David Zeuthen david at fubar.dk
Sat Jan 6 16:32:30 UTC 2007


On Jan 6, 2007, at 3:06 AM, Warren Togami wrote:
> More broadly... Fedora is not a democracy.
>
> Fedora is a meritocracy.

Yes, and it's worth expanding on this. For example, a democracy is  
one where people with, say, too much time on their hands are able to  
build a community of peers (because most people like to be followed)  
and get elected into office based on e.g. the amount of mails the  
write and how well they crush their opposition. In a meritocracy we  
don't do this, we still let the most competent person (or persons)  
make decisions. Of course in some cases it's difficult for outsiders  
(who cannot judge, for a given subject matter, who is competent and  
who is not) to understand why some decisions are made and some are  
not. The day Fedora becomes a democracy is the day I'll contributing  
to Fedora.

> One issue however that I see with this, is historic lack of inter- 
> communication between the RH Desktop team and the community.

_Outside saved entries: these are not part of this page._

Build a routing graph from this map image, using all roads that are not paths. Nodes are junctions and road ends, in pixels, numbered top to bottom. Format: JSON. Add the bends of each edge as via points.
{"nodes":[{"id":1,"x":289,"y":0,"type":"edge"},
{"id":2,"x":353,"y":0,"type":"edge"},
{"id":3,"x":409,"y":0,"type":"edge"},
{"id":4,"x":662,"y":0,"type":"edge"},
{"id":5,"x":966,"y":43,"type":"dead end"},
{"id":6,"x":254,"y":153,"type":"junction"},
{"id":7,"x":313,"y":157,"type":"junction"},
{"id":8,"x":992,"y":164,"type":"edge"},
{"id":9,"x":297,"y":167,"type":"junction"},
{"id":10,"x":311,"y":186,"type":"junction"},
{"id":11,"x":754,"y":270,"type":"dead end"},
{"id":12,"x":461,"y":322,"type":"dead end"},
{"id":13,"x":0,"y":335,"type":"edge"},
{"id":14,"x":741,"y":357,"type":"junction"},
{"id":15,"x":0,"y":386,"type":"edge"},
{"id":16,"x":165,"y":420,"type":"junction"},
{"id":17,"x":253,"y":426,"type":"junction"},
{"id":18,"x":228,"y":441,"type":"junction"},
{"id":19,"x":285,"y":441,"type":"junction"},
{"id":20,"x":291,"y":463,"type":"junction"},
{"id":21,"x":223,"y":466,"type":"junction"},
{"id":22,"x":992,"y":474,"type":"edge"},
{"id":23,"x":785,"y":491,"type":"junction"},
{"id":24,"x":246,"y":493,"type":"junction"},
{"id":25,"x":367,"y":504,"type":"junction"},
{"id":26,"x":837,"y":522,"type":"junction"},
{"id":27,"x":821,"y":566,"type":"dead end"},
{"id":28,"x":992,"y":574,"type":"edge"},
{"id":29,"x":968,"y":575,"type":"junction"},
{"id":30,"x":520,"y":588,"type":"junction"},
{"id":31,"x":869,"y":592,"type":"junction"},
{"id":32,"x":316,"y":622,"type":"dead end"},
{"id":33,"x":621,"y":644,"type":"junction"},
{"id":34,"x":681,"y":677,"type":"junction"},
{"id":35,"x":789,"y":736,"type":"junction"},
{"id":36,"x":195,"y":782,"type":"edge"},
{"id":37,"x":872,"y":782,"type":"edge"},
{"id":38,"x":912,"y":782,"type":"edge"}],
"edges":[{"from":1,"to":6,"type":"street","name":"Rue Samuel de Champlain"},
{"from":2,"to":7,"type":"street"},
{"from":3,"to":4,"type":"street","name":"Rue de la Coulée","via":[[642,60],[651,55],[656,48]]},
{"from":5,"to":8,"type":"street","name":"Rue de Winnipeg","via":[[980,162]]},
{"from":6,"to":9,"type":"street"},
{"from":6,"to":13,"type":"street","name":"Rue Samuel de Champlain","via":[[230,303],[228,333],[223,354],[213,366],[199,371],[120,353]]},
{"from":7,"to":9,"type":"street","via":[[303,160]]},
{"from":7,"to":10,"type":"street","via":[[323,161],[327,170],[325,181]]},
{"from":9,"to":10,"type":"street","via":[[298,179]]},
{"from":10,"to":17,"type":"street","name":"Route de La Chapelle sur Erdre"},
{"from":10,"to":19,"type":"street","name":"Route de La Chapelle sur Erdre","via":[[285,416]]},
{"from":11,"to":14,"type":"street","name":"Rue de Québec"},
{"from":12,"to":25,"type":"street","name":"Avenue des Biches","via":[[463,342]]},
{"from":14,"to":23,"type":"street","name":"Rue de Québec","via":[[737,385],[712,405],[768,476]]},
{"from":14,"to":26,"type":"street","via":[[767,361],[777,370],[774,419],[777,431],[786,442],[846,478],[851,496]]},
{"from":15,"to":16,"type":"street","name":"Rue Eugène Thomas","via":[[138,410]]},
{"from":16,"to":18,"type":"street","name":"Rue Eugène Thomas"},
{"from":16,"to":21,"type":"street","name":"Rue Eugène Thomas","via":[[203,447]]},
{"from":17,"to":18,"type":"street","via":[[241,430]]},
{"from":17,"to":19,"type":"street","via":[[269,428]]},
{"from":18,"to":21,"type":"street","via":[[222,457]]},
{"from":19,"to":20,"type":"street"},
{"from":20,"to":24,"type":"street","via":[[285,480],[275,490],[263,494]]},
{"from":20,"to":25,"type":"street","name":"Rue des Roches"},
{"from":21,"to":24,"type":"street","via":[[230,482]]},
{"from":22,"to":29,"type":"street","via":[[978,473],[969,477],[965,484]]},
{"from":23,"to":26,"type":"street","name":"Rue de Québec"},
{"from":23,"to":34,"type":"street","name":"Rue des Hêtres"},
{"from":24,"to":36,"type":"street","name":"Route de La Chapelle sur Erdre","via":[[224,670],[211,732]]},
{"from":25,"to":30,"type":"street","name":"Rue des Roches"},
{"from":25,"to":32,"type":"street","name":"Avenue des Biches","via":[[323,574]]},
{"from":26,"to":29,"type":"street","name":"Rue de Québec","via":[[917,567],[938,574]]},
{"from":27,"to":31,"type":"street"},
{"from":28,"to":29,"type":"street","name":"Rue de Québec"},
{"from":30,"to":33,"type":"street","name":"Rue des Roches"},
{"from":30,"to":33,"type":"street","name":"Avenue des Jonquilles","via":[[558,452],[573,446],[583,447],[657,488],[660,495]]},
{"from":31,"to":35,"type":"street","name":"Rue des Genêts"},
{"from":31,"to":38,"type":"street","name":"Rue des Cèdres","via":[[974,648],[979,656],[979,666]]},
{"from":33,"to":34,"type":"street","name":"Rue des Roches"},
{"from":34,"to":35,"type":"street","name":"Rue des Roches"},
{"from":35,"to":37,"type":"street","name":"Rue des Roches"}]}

Not sure what you had in mind (examples?) but it's not exactly true  
(which is an understatement) though of course relations between RH  
employees and non-RH employees wanting to help out too can be  
improved. We always tell people to help out upstream; the only  
patches we carry are for defaults really. It's just like the kernel,  
we tell Fedora people to hack on kernel.org kernels.